It hadn’t bothered him for some time, maybe because he spent winter wearing sleeves and layers and most of spring with a splint on his wrist. But his skin was crawling for armbands, his hands searching to pull down sleeves he did not have.

He picked drinks and turned away, letting the fridge’s door close with a soft noise.

The cashier was pretending not to look, but Neil guessed he’d been the most interesting thing to walk through the door since she’d started her shift. At least his scars looked old enough now that people refrained from asking outright. They had a sense that the question was distasteful, but curiosity and the need to revel in their own safety often made them ask anyway.

That was what the armbands were there for.

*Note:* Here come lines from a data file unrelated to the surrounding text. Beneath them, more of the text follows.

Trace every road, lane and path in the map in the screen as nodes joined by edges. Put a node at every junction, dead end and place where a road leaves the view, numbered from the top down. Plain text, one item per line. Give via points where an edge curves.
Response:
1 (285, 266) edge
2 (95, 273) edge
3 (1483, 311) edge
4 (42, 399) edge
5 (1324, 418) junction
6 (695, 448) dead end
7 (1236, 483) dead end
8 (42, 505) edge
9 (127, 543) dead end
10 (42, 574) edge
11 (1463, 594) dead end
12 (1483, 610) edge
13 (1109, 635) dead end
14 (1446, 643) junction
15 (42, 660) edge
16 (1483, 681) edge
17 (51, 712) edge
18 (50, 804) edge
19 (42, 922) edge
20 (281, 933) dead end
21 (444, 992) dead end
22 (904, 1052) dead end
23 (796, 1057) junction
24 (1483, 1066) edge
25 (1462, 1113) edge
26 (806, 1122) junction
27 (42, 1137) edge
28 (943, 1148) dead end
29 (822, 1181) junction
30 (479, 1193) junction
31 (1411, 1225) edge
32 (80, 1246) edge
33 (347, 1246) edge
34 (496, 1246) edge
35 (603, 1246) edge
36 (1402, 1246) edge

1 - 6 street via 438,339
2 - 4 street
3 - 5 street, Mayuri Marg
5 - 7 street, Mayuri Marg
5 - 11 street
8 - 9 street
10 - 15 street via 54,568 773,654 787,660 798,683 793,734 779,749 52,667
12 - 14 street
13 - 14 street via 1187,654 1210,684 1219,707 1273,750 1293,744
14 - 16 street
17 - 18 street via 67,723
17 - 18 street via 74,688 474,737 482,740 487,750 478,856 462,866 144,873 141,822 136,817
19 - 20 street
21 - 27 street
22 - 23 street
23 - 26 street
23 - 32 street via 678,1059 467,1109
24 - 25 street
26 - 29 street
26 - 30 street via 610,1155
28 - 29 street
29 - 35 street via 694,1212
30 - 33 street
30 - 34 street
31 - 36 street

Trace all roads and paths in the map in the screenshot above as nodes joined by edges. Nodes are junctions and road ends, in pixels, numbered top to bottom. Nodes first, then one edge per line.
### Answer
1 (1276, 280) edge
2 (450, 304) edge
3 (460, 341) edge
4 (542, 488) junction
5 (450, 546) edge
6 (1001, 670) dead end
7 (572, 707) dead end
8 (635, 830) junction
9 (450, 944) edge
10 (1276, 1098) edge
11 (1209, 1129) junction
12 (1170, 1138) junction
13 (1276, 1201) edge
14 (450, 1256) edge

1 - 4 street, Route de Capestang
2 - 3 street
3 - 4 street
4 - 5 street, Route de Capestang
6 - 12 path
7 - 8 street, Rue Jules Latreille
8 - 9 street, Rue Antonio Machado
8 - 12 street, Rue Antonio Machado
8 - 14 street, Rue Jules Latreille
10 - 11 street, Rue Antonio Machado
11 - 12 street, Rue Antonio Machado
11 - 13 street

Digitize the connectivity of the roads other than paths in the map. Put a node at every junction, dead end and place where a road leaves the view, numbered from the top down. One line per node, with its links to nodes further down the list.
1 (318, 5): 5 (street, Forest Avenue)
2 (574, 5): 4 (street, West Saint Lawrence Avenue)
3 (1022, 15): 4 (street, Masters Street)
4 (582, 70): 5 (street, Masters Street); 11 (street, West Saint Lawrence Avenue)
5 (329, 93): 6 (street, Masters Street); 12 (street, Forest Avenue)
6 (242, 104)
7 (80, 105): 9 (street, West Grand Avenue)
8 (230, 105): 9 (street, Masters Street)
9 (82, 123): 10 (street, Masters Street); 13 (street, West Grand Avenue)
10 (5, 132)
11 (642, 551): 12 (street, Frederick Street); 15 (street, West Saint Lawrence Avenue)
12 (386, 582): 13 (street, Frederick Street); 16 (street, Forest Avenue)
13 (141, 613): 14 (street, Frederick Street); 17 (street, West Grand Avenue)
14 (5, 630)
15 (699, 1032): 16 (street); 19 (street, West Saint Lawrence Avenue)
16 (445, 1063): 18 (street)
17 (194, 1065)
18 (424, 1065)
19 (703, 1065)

The little crooked display in front of him pulled him out of his thoughts, and he reached for a bottle of sunscreen before he could overthink it. He was pretty sure he’d forgotten to pack some, and the heat would make his scars pull soon enough. The skin was already dry and stiff like old leather.

Maybe Allison was right, and he needed to moisturize more. Or at all.

He pulled out his phone on the way back to the car, scrolling down the Foxes’ group chat for the drama he’d missed. There were updates from Nicky about his and Erik’s vacation to Italy, short answers from Aaron in the middle of the night, Allison’s wit and scathing remarks early in the morning. It was still going: as he reached the bottom of the thread, a new message blinked on from Matt.

His thumb hovered over the keyboard. He kept looking at Erik’s and Nicky’s face smushed together and the Tuscan countryside in the background. Neil usually let the former Foxes in Andrew’s and his road trips by keeping a steady flow of pictures, much to Dan’s delight. The idea to start documenting this trip, however, felt wrong somehow. He hadn’t realized how illicit the moment felt; he’d spent the last few days of preparation hunched over like he was ducking for a blow that would not come.

It didn’t feel right to let the Foxes be a part of what he could only think of as a regression: they didn’t deserve it, after everything.

Andrew was smoking the last of his cigarette to ashes, lying on a bench, face turned to the sky. He pulled up his legs when Neil approached so he could sit. Neil chose to remain standing, taking out sweating bottles from his plastic bag.

“Drink?”

Andrew chose the most sugary of the two, swivelling upside to take a long sip. Neil watched his throat work and thought of what to say next. It was real now that they were here, on the road, already in Arizona.

Being on the road used to be Neil’s routine, the color of asphalt as familiar as that of his eyes. It was almost disappointing.

“Can we go?” he said, eager to leave the ratty stop rest and its sunburned grass. “I’ll drive.”

“No,” Andrew said.

“The store has restrooms.”

“You’re not driving,” Andrew clarified.

Neil made a cutting gesture. “My wrist is fine.”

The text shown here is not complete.